Configuration as Data is an approach to management of configuration which:

makes configuration data the source of truth, stored separately from the live state
uses a uniform, serializable data model to represent configuration
separates code that acts on the configuration from the data and from packages / bundles of the data
abstracts configuration file structure and storage from operations that act upon the configuration data; clients manipulating configuration data don’t need to directly interact with storage (git, container images)

This enables machine manipulation of configuration for Kubernetes and any infrastructure represented in the Kubernetes Resource Model (KRM).

kpt manages KRM resources in bundles called packages.

Off-the-shelf packages are rarely deployed without any customization. Like kustomize, kpt applies transformation functions, using the same KRM function specification, but optimizes for in-place configuration transformation rather than out-of-place transformation.

Validation goes hand-in-hand with customization and kpt functions can be used to automate both mutation and validation of resources, similar to Kubernetes admission control.

The kpt toolchain includes the following components:

kpt CLI: The kpt CLI supports package and function operations, and also deployment, via either direct apply or GitOps. By keeping an inventory of deployed resources, kpt enables resource pruning, aggregated status and observability, and an improved preview experience.
Function SDKs: Any general-purpose or domain-specific language can be used to create functions to transform and/or validate the YAML KRM input/output format, but we provide SDKs to simplify the function authoring process, in Go.
Function catalog: A catalog of off-the-shelf, tested functions. kpt makes configuration easy to create and transform, via reusable functions. Because they are expected to be used for in-place transformation, the functions need to be idempotent.
Package orchestrator: The package orchestrator enables the magic behind the unique WYSIWYG experience. It provides a control plane for creating, modifying, updating, and deleting packages, and evaluating functions on package data. This enables operations on packaged resources similar to operations directly on the live state through the Kubernetes API.
Config Sync: While the package orchestrator can be used with any GitOps tool, Config Sync provides a reference GitOps implementation to complete the WYSIWYG management experience and enable end-to-end development of new features, such as OCI-based packages. Config Sync is also helping to drive improvements in upstream Kubernetes. For instance, Config Sync is built on top of git-sync and leverages Kustomize to automatically render manifests on the fly when needed. It uses the same apply logic as the kpt CLI.
Backstage UI plugin: We’ve created a proof-of-concept UI to demonstrate the WYSIWYG experience that’s possible on top of the package orchestrator. More scenarios can be supported by implementing form-based editors for additional Kubernetes resource types.

Packages #

A kpt package is a bundle of configuration data. It is represented as a directory tree containing KRM resources using YAML as the file format.
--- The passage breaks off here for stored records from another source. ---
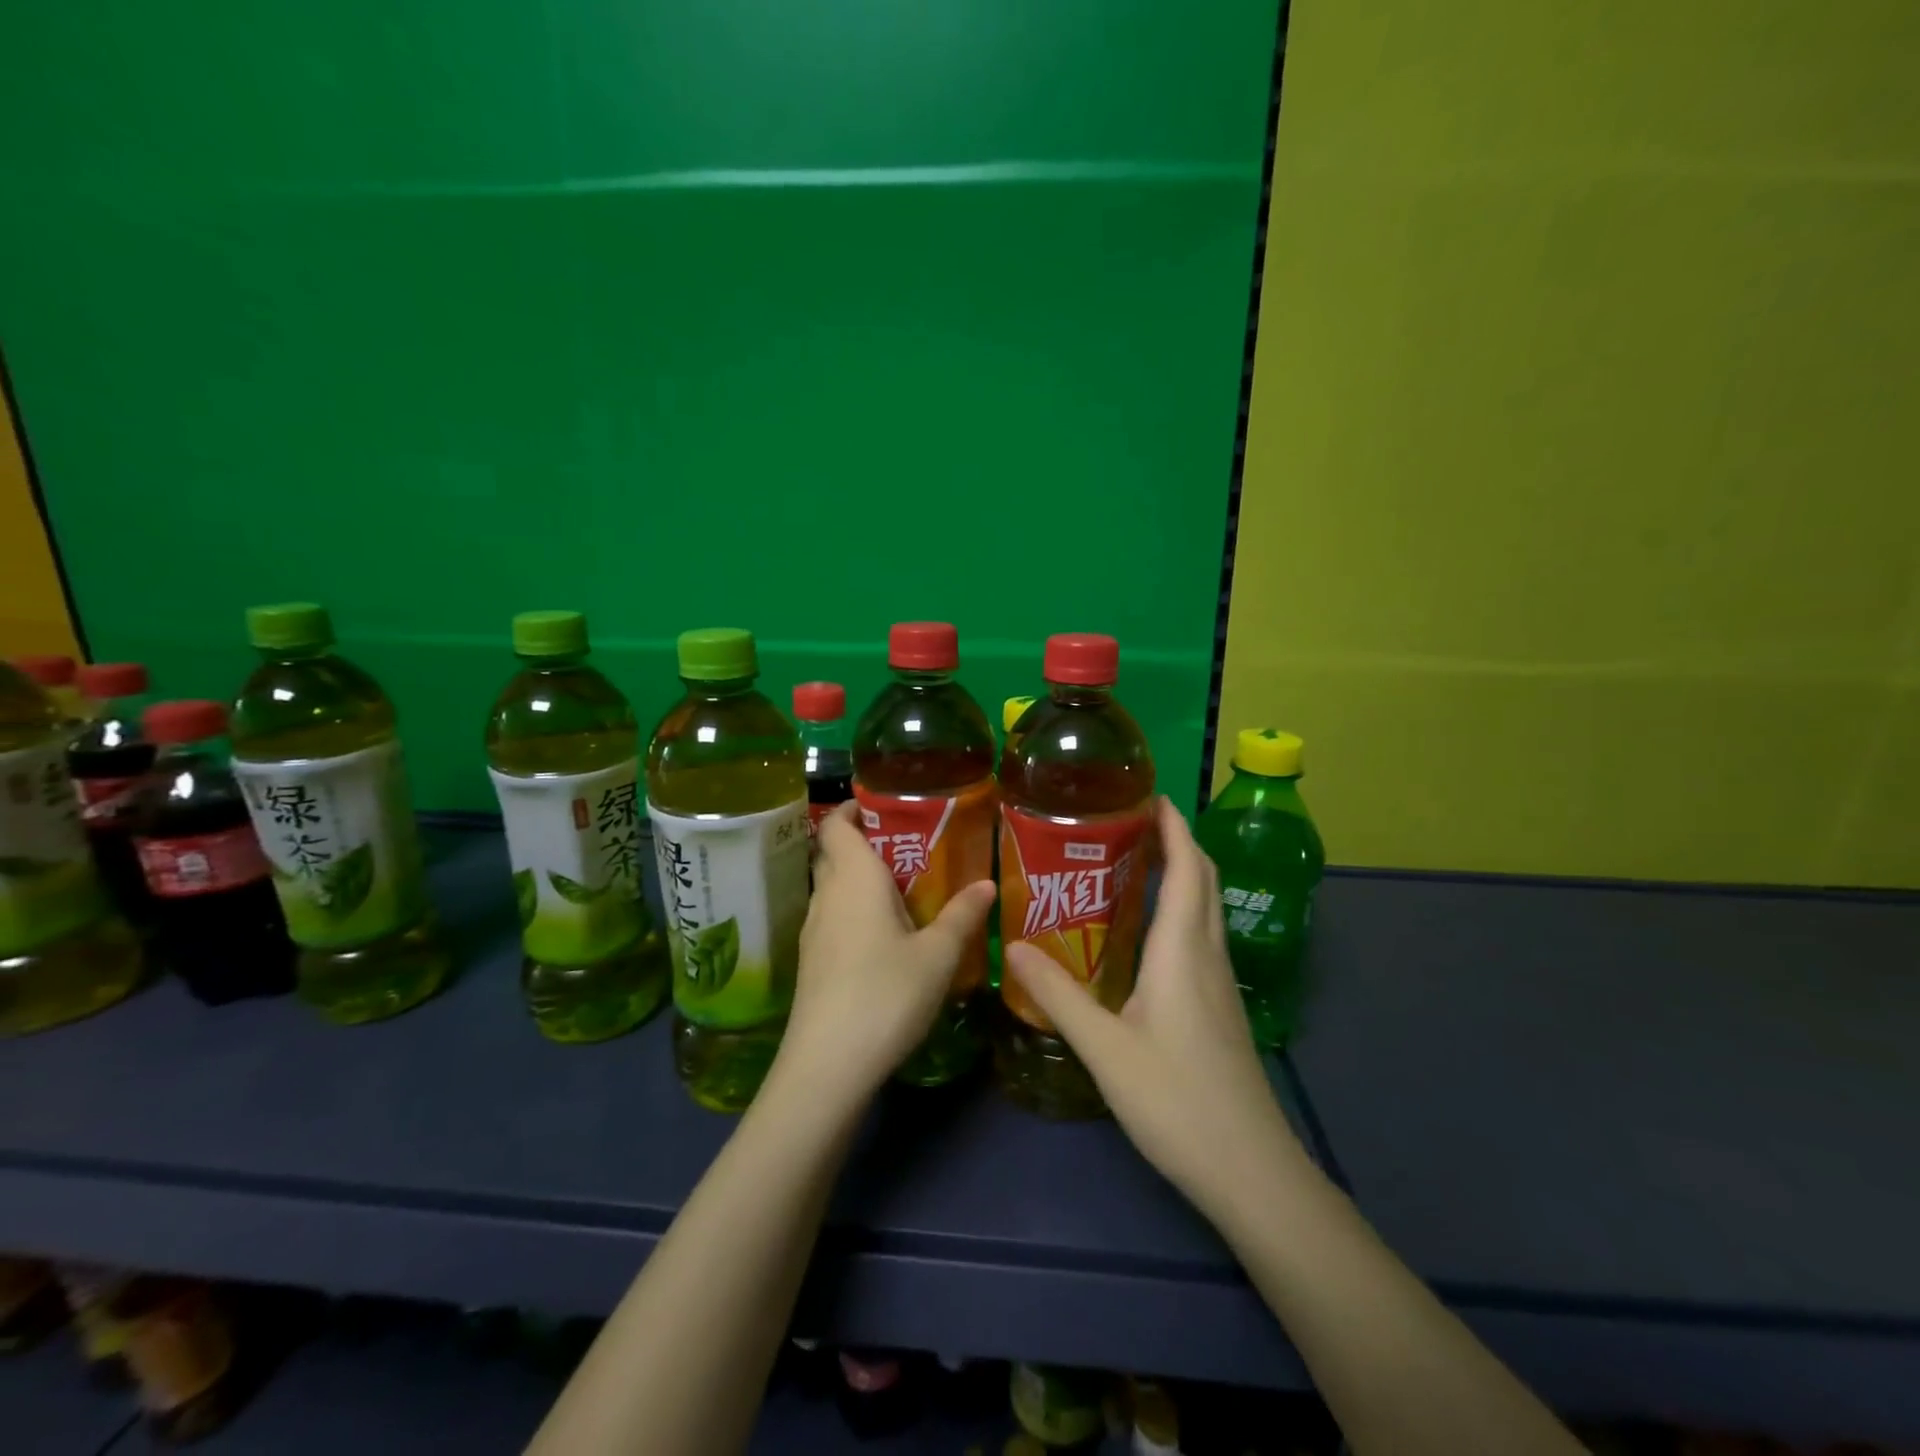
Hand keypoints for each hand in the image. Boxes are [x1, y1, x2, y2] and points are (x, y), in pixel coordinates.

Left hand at [777, 801, 996, 1105]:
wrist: (828, 1065)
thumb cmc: (885, 994)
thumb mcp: (937, 956)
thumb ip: (962, 916)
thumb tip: (987, 884)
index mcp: (853, 879)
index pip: (837, 824)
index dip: (854, 807)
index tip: (887, 804)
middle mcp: (827, 896)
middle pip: (834, 852)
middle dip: (865, 841)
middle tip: (911, 844)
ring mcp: (814, 930)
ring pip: (834, 887)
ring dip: (862, 878)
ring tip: (907, 886)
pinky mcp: (813, 962)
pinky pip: (834, 917)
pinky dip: (856, 910)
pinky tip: (886, 933)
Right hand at [1005, 796, 1307, 1218]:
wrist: (1250, 1170)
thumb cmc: (1177, 1101)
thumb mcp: (1105, 1047)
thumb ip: (1058, 994)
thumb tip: (1012, 947)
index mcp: (1184, 950)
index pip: (1187, 867)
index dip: (1173, 825)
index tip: (1147, 793)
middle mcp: (1208, 955)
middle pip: (1203, 879)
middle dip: (1176, 840)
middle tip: (1129, 821)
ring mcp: (1220, 983)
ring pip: (1206, 907)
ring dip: (1181, 873)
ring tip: (1134, 862)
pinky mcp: (1220, 1007)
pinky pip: (1203, 936)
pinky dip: (1181, 909)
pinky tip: (1148, 931)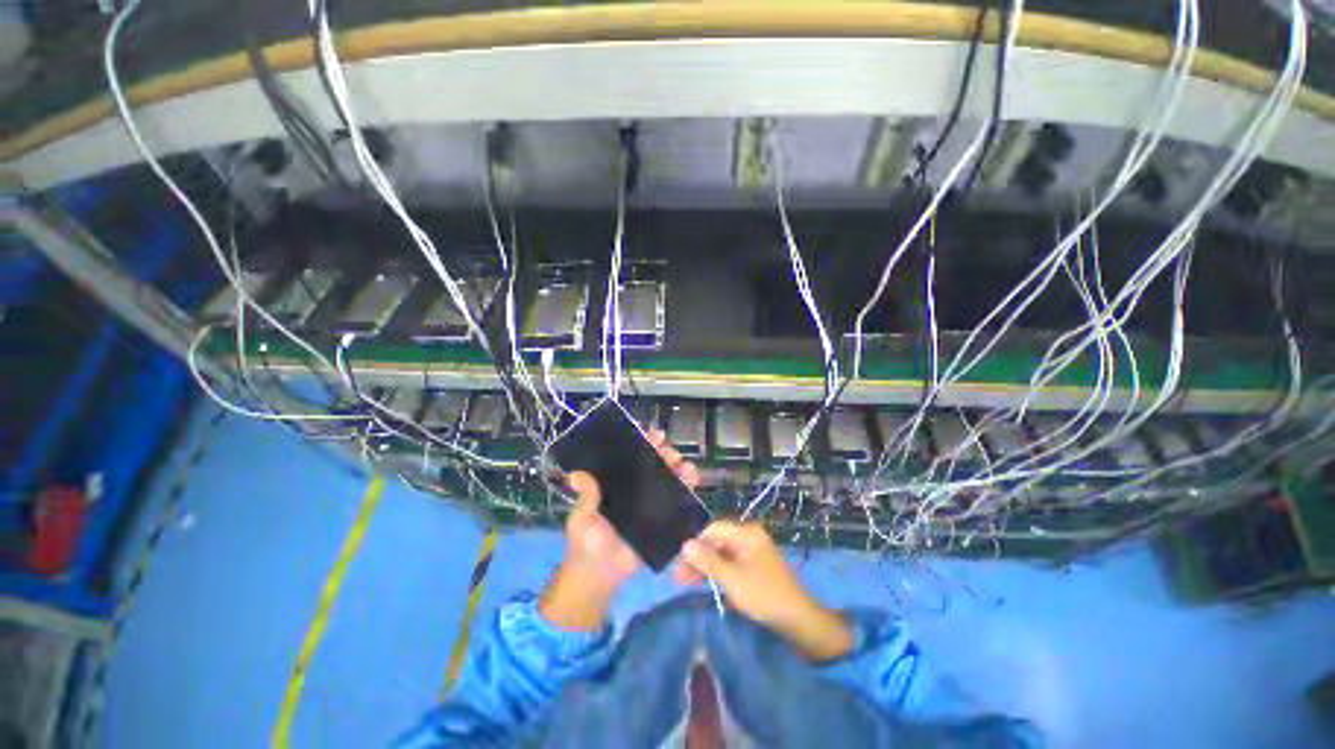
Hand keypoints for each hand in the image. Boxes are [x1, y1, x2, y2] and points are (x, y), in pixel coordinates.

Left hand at [541, 429, 699, 630]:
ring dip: (680, 469)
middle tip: (669, 451)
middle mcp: (637, 488)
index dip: (644, 443)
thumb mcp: (582, 517)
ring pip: (670, 480)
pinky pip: (678, 504)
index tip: (653, 434)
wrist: (599, 575)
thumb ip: (586, 497)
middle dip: (666, 453)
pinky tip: (692, 484)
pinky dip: (687, 492)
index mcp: (618, 482)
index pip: (633, 457)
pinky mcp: (663, 521)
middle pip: (656, 465)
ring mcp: (652, 504)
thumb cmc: (587, 541)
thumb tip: (576, 474)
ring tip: (685, 466)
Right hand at [675, 521, 852, 661]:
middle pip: (716, 541)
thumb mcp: (732, 579)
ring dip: (704, 566)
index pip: (713, 529)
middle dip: (697, 557)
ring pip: (721, 554)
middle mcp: (749, 537)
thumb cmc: (764, 595)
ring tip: (684, 582)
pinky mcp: (754, 566)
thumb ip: (707, 561)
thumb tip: (685, 544)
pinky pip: (730, 563)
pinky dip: (717, 572)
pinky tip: (703, 582)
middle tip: (677, 576)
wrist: (798, 619)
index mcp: (746, 533)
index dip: (695, 543)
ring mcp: (753, 551)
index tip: (679, 561)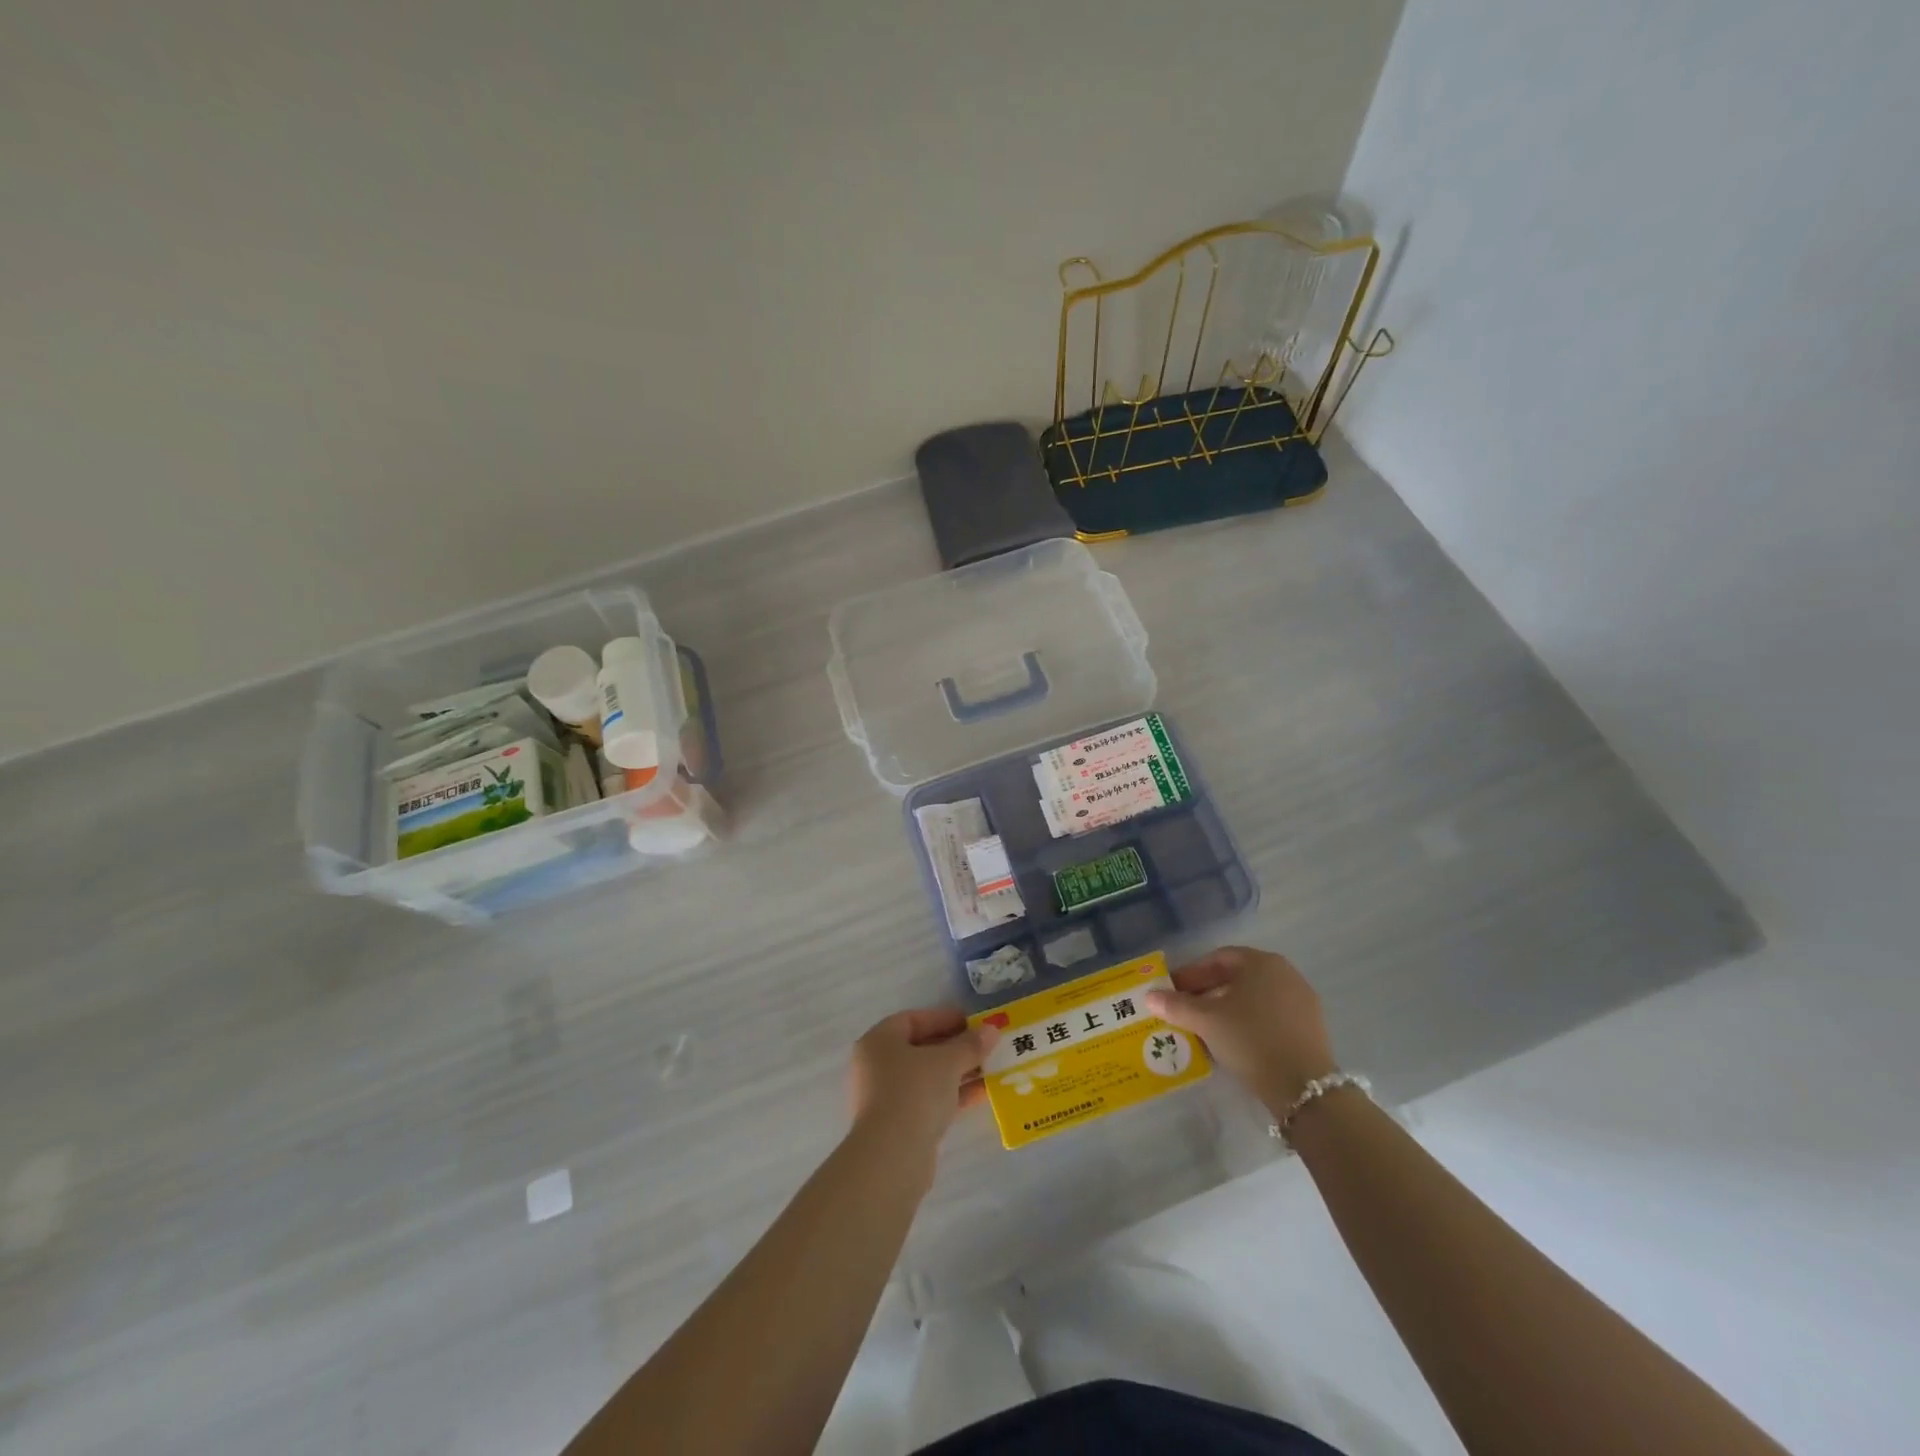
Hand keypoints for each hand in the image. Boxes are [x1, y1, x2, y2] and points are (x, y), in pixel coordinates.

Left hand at [847, 1008, 998, 1161]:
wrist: (892, 1157)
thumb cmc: (914, 1092)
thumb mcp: (947, 1062)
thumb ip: (970, 1044)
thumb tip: (991, 1030)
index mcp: (879, 1041)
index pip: (913, 1020)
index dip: (943, 1018)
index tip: (973, 1022)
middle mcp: (877, 1066)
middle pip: (921, 1049)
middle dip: (955, 1047)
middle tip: (985, 1047)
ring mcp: (886, 1097)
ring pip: (927, 1077)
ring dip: (958, 1072)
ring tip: (991, 1070)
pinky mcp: (898, 1126)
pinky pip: (929, 1101)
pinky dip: (952, 1095)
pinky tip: (983, 1094)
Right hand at [1144, 946, 1336, 1110]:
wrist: (1304, 1088)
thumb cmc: (1250, 1039)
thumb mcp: (1206, 1021)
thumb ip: (1176, 1005)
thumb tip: (1149, 996)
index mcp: (1261, 962)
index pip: (1218, 959)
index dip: (1190, 974)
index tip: (1171, 991)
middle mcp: (1285, 974)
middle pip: (1236, 977)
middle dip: (1207, 992)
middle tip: (1184, 1010)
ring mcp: (1302, 1001)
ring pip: (1253, 998)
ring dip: (1226, 1008)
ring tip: (1204, 1028)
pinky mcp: (1310, 1028)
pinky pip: (1270, 1016)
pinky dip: (1248, 1022)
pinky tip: (1233, 1042)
A package is explicitly declared using a file named Kptfile containing a KRM resource of kind Kptfile. The Kptfile contains metadata about the package and is just a regular resource in the YAML format.

Just as directories can be nested, a package can contain another package, called a subpackage.

Let’s take a look at the wordpress package as an example:

$ kpt pkg get https://github.com/kptdev/kpt.git/package-examples/wordpress@v0.9

View the package hierarchy using the tree command:

$ kpt pkg tree wordpress/
Package "wordpress"
├── [Kptfile]  Kptfile wordpress
├── [service.yaml]  Service wordpress
├── deployment
│   ├── [deployment.yaml]  Deployment wordpress
│   └── [volume.yaml]  PersistentVolumeClaim wp-pv-claim
└── Package "mysql"
    ├── [Kptfile]  Kptfile mysql
    ├── [deployment.yaml]  PersistentVolumeClaim mysql-pv-claim
    ├── [deployment.yaml]  Deployment wordpress-mysql
    └── [deployment.yaml]  Service wordpress-mysql

This package hierarchy contains two packages:

wordpress is the top-level package in the hierarchy declared using wordpress/Kptfile. This package contains 2 subdirectories. wordpress/deployment is a regular directory used for organizing resources that belong to the wordpress package itself. The wordpress package contains 3 direct resources in 3 files: service.yaml, deployment/deployment.yaml, and deployment/volume.yaml.
wordpress/mysql is a subpackage of wordpress package since it contains a Kptfile. This package contains 3 resources in wordpress/mysql/deployment.yaml file.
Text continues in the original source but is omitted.